Functional and pharmacological properties of GABArho1delta51 receptors.

Gamma-aminobutyrate is the main inhibitory neurotransmitter in the vertebrate brain, and the gamma-aminobutyric acid (GABA) receptor subunit GABArho1delta51 is an alternatively spliced form of the GABArho1 receptor that was recently isolated from human retina cDNA libraries. The rho1delta51 receptor subunit lacks 17 amino acids in the extracellular N-terminal domain and, when expressed in Xenopus oocytes, forms functional homomeric GABA receptors. Unexpectedly, even after a such a big deletion, the fundamental properties of the deleted variant receptors are very similar to those of the complete GABArho1 receptors.
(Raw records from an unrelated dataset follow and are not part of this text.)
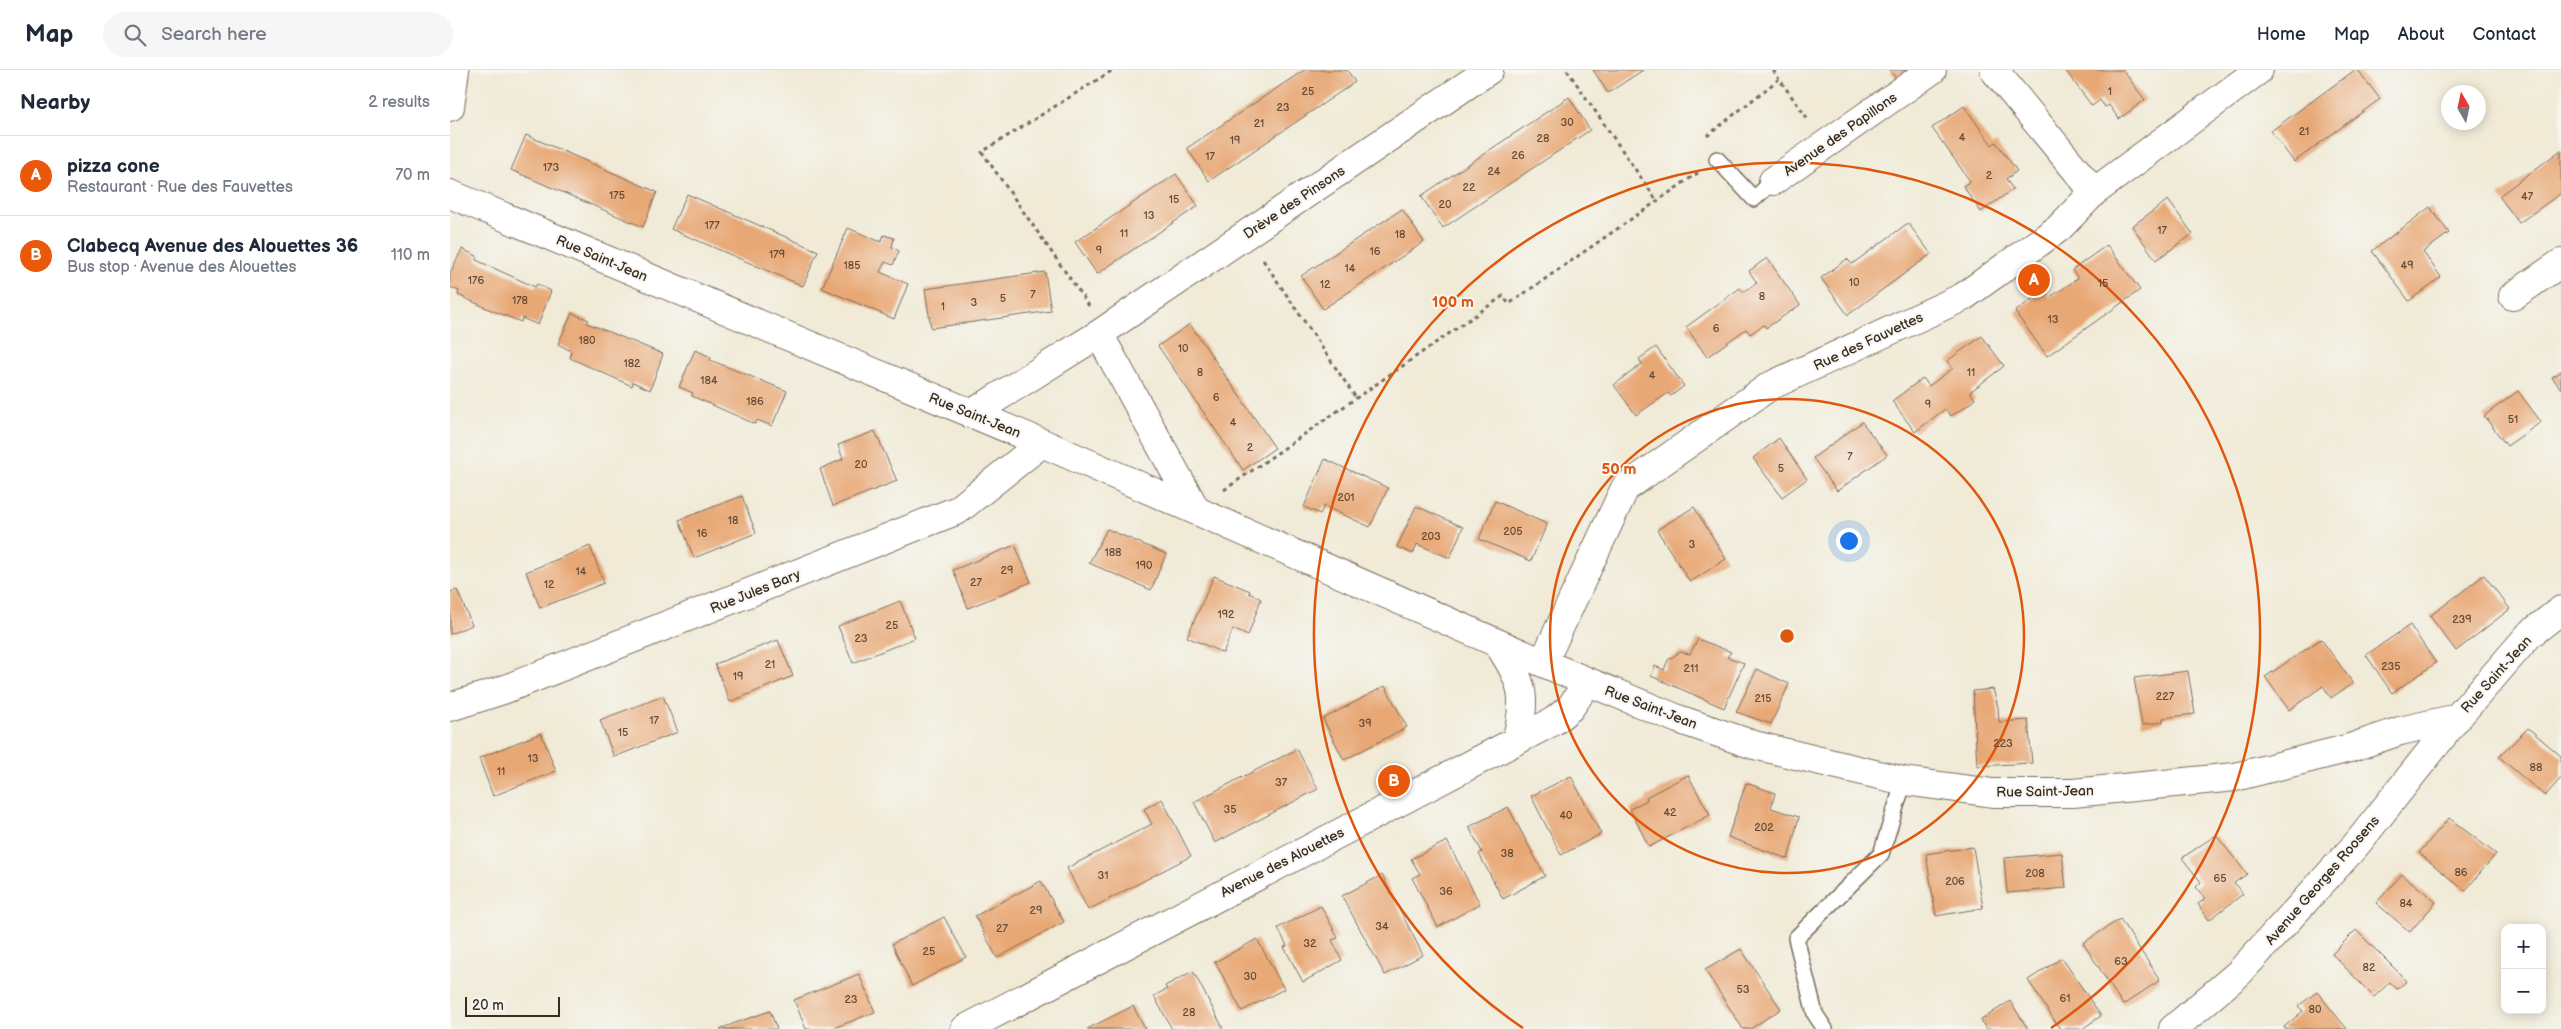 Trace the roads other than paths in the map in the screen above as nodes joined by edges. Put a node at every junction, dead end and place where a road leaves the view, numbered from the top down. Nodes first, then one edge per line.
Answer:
1 (454, 70) edge
2 (1489, 70) edge
3 (1932, 70) edge
4 (1994, 70) edge
5 (2259, 70) edge
6 (450, 107) edge
7 (1717, 159) road end
8 (1772, 182) joint
9 (2094, 192) junction
10 (450, 194) edge
11 (2561, 262) edge
12 (2514, 296) dead end
13 (1102, 331) junction
14 (971, 414) junction
15 (1042, 443) junction
16 (1196, 510) junction
17 (2561, 610) edge
18 (1498, 644) junction
19 (1543, 663) junction
20 (1588, 682) junction
21 (450, 707) edge
22 (2457, 718) junction
23 (1516, 741) junction
24 (1904, 780) junction
25 (965, 1029) edge
26 (1825, 1029) edge
27 (2173, 1029) edge

1 - 6 street
2 - 13 street, Drève des Pinsons
3 - 8 street, Avenue des Papillons
4 - 9 street
5 - 9 street, Rue des Fauvettes
7 - 8 lane
9 - 19 street, Rue des Fauvettes
10 - 14 street, Rue Saint-Jean
11 - 12 street
13 - 14 street, Drève des Pinsons
13 - 16 street
14 - 15 street, Rue Saint-Jean
15 - 16 street, Rue Saint-Jean
15 - 21 street, Rue Jules Bary
16 - 18 street, Rue Saint-Jean
17 - 22 street, Rue Saint-Jean
18 - 19 street, Rue Saint-Jean
18 - 23 street
19 - 20 street, Rue Saint-Jean
20 - 23 street, Avenue des Alouettes
20 - 24 street, Rue Saint-Jean
22 - 24 street, Rue Saint-Jean
22 - 27 street, Avenue Georges Roosens
23 - 25 street, Avenue des Alouettes
24 - 26 lane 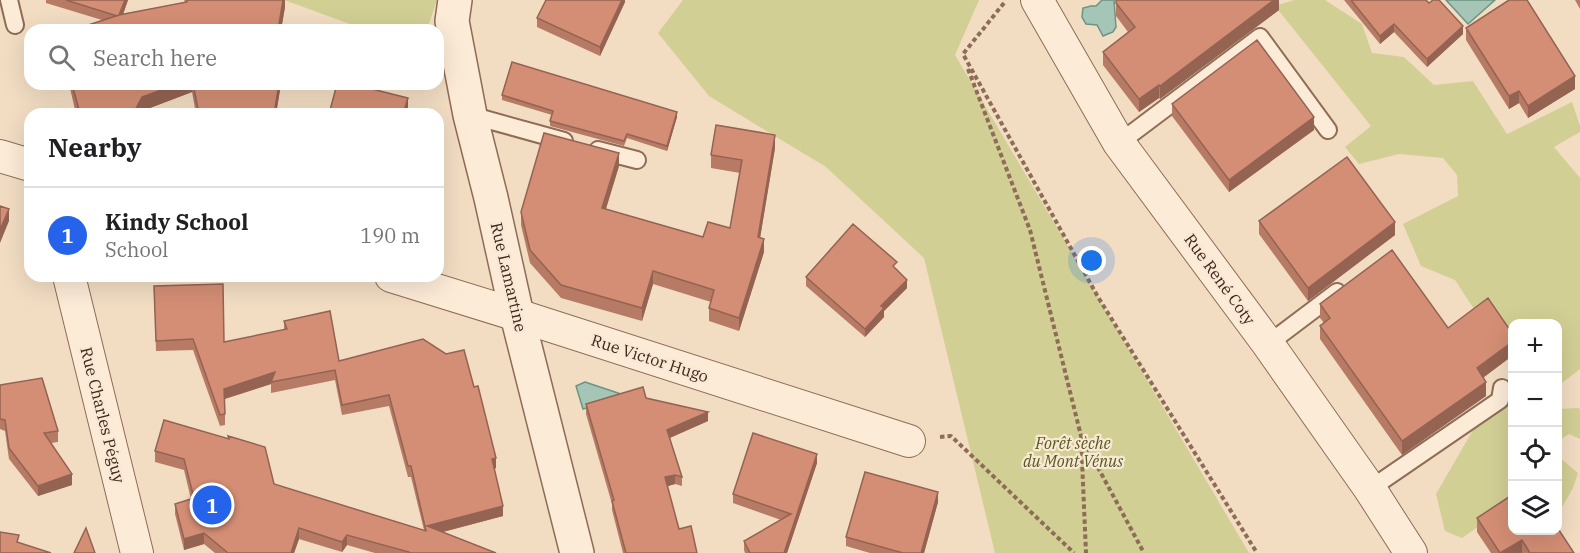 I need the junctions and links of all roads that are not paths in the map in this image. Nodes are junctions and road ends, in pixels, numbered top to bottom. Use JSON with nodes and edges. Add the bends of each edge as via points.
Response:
{"nodes":[{"id":1,"x":9,"y":0,"type":"edge"},
{"id":2,"x":455,"y":0,"type":"edge"},
{"id":3,"x":1036,"y":0,"type":"edge"},
{"id":4,"x":15,"y":25,"type":"dead end"},
{"id":5,"x":470,"y":115,"type":"junction"},
{"id":6,"x":1328,"y":130,"type":"dead end"},
{"id":7,"x":1119,"y":142,"type":"junction"},
{"id":8,"x":0,"y":156,"type":"edge"},
{"id":9,"x":637,"y":160,"type":"dead end"},
{"id":10,"x":24,"y":163,"type":"edge"},
{"id":11,"x":70,"y":282,"type":"edge"},
{"id":12,"x":410,"y":282,"type":"edge"},
{"id":13,"x":1351,"y":282,"type":"edge"},
{"id":14,"x":517,"y":315,"type":"junction"},
{"id":15,"x":1268,"y":344,"type":"junction"},
{"id":16,"x":1502,"y":388,"type":"dead end"},
{"id":17,"x":909,"y":441,"type":"road end"},
{"id":18,"x":1370,"y":489,"type":"junction"},
{"id":19,"x":138,"y":553,"type":"edge"},
{"id":20,"x":578,"y":553,"type":"edge"},
{"id":21,"x":1412,"y":553,"type":"edge"}],
"edges":[{"from":1,"to":4,"type":"lane"},
{"from":2,"to":5,"type":"street","name":"Rue Lamartine","via":[[452,21]]},
{"from":3,"to":7,"type":"street","name":"Rue René Coty"},
{"from":5,"to":9,"type":"lane"},
{"from":5,"to":14,"type":"street","name":"Rue Lamartine"},
{"from":6,"to":7,"type":"lane","via":[[1260,37]]},
{"from":7,"to":15,"type":"street","name":"Rue René Coty"},
{"from":8,"to":10,"type":"street"},
{"from":11,"to":19,"type":"street","name":"Rue Charles Péguy"},
{"from":12,"to":14,"type":"street","name":"Rue Victor Hugo"},
{"from":13,"to":15,"type":"lane"},
{"from":14,"to":17,"type":"street","name":"Rue Victor Hugo"},
{"from":14,"to":20,"type":"street","name":"Rue Lamartine"},
{"from":15,"to":18,"type":"street","name":"Rue René Coty"},
{"from":16,"to":18,"type":"lane","via":[[1500,400]]},
{"from":18,"to":21,"type":"street","name":"Rue René Coty"}]} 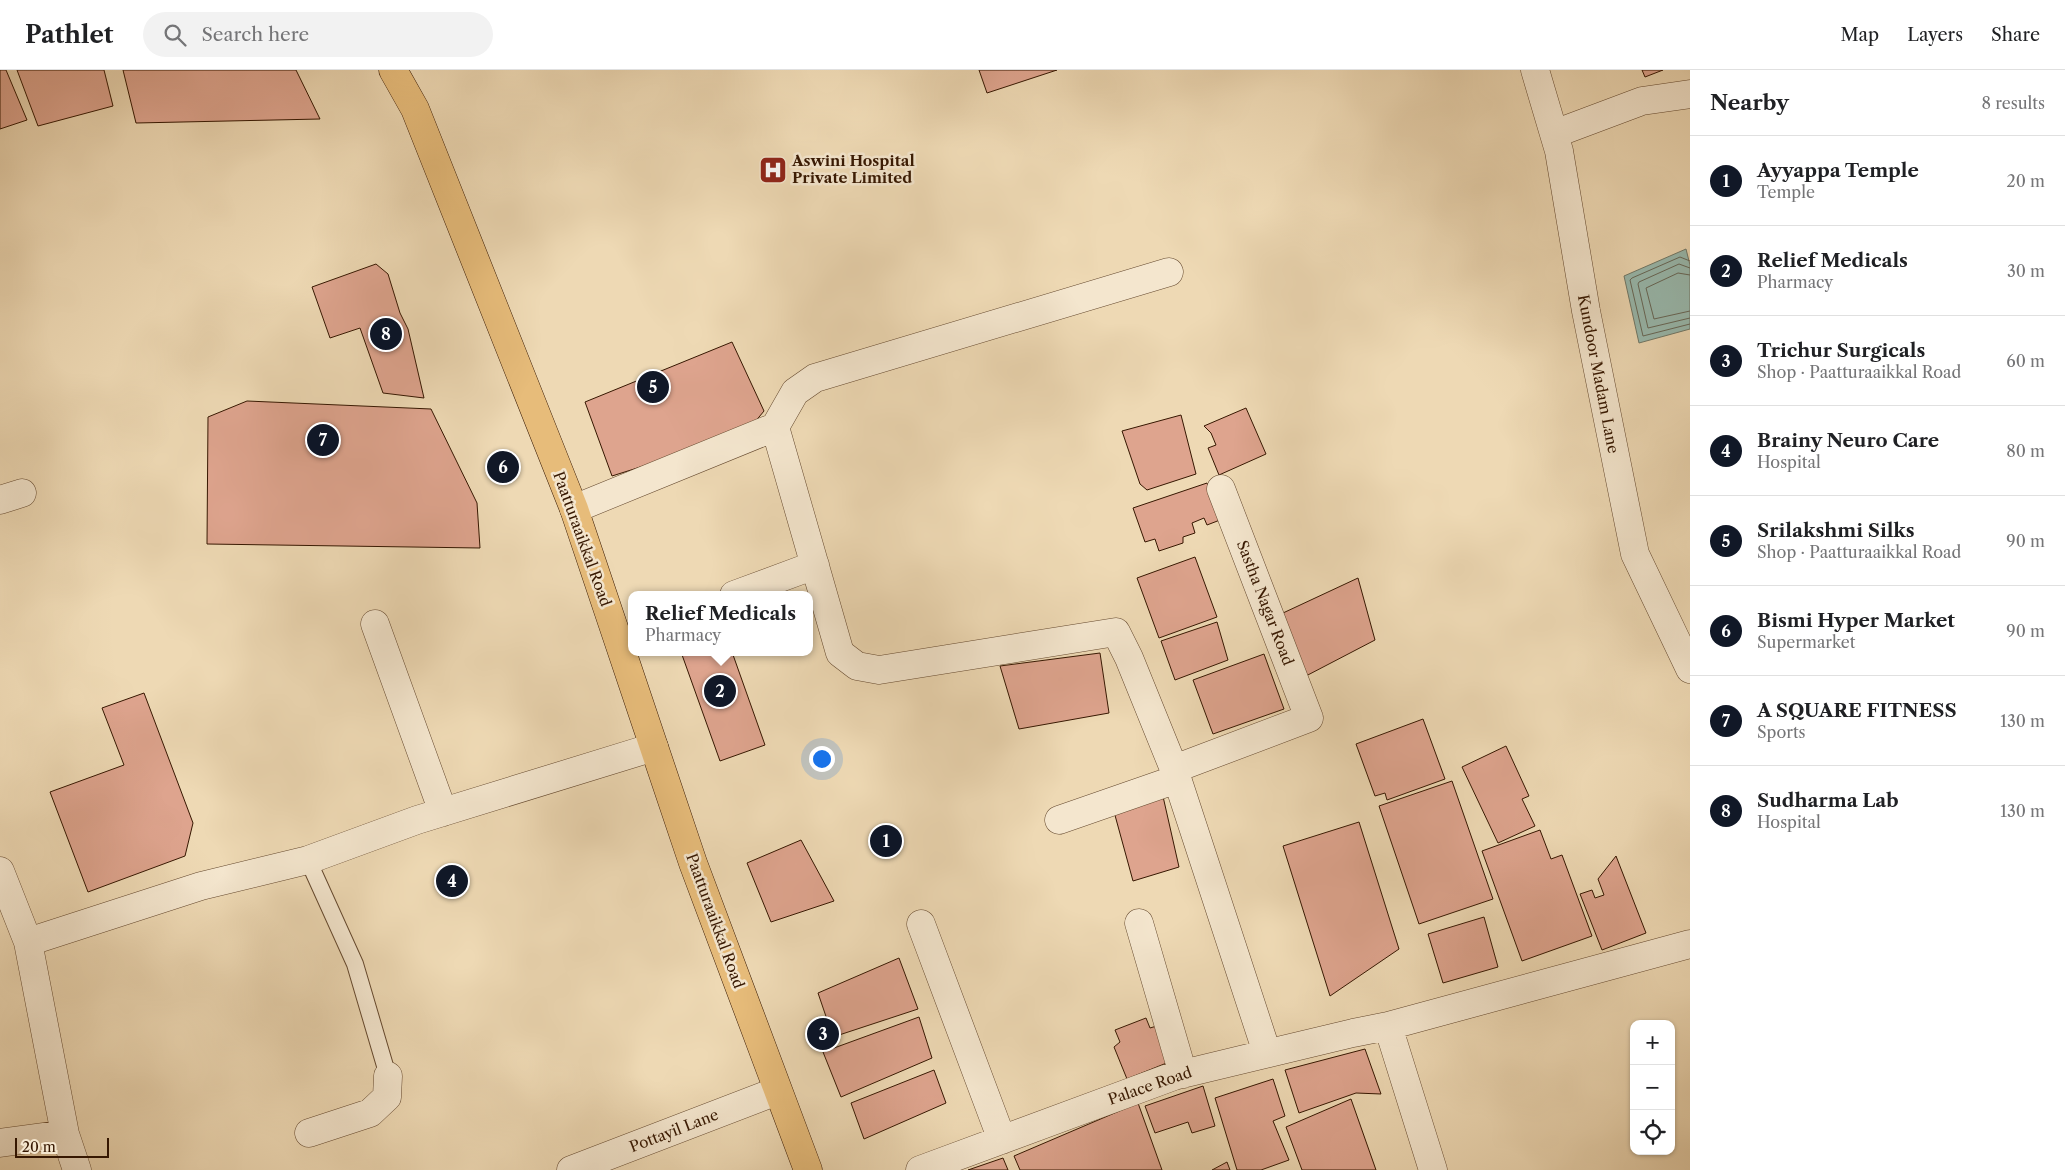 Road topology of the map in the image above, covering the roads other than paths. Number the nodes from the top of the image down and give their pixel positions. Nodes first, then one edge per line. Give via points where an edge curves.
1 (393, 70) edge
2 (408, 70) edge
3 (1535, 70) edge
4 (1690, 94) edge
5 (415, 109) junction
6 (1554, 134) junction
7 (1169, 272) dead end
8 (775, 427) junction
9 (1221, 489) dead end
10 (574, 508) junction
11 (814, 565) junction
12 (745, 591) edge
13 (375, 624) dead end
14 (624, 635) edge
15 (628, 650) edge
16 (630, 656) edge
17 (1690, 669) edge
18 (654, 747) junction
19 (1175, 774) junction
20 (443, 812) junction
21 (1059, 820) dead end
22 (308, 860) junction
23 (0, 871) edge
24 (1139, 923) dead end
25 (921, 924) dead end
26 (28, 942) junction
27 (1690, 944) edge
28 (1388, 1026) junction
29 (1267, 1053) junction
30 (1184, 1074) junction
31 (388, 1076) joint
32 (777, 1091) junction
33 (309, 1133) dead end
34 (65, 1134) junction
35 (1002, 1140) junction
36 (0, 1143) edge
37 (77, 1170) edge
38 (571, 1170) edge
39 (808, 1170) edge
40 (920, 1170) edge
41 (1433, 1170) edge

1 - 5 main road
2 - 5 main road
3 - 6 street, Kundoor Madam Lane
4 - 6 street via 1642,101
5 - 10 main road, Paatturaaikkal Road
6 - 17 street, Kundoor Madam Lane via 1560,151 1601,392 1635,554
7 - 8 street via 815,378 795,392
8 - 10 street
8 - 11 street
9 - 19 street, Sastha Nagar Road via 1309,718
10 - 14 main road, Paatturaaikkal Road
11 - 12 street
11 - 19 street via 840,653 857,666 878,670 1116,632
13 - 20 street
14 - 15 main road, Paatturaaikkal Road
16 - 18 main road, Paatturaaikkal Road
18 - 20 street
18 - 32 main road, Paatturaaikkal Road via 693,864
19 - 21 street
19 - 29 street
20 - 22 street
22 - 26 street via 200,886
22 - 31 lane via 355,964
23 - 26 street
24 - 30 street
25 - 35 street
26 - 34 street
27 - 28 street, Palace Road
28 - 29 street, Palace Road
28 - 41 street
29 - 30 street, Palace Road
30 - 35 street, Palace Road
31 - 33 street via 387,1097 370,1112
32 - 38 street, Pottayil Lane
32 - 39 main road, Paatturaaikkal Road
34 - 36 street
34 - 37 street
35 - 40 street, Palace Road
For example, both types of receptors are bicuculline resistant, desensitize very little, and are negatively modulated by Zn2+ and positively modulated by La3+. In spite of such similarities, the GABArho1delta51 receptors are more sensitive to GABA, to the specific GABA(C) antagonist (1,2,5,6-tetrahydropyridine-4-yl)methylphosphinic acid and to Zn2+, than the complete GABArho1 receptors. The GABArho1delta51 receptors extend the variety of inhibitory receptors in the retina. Their functional significance still remains to be determined.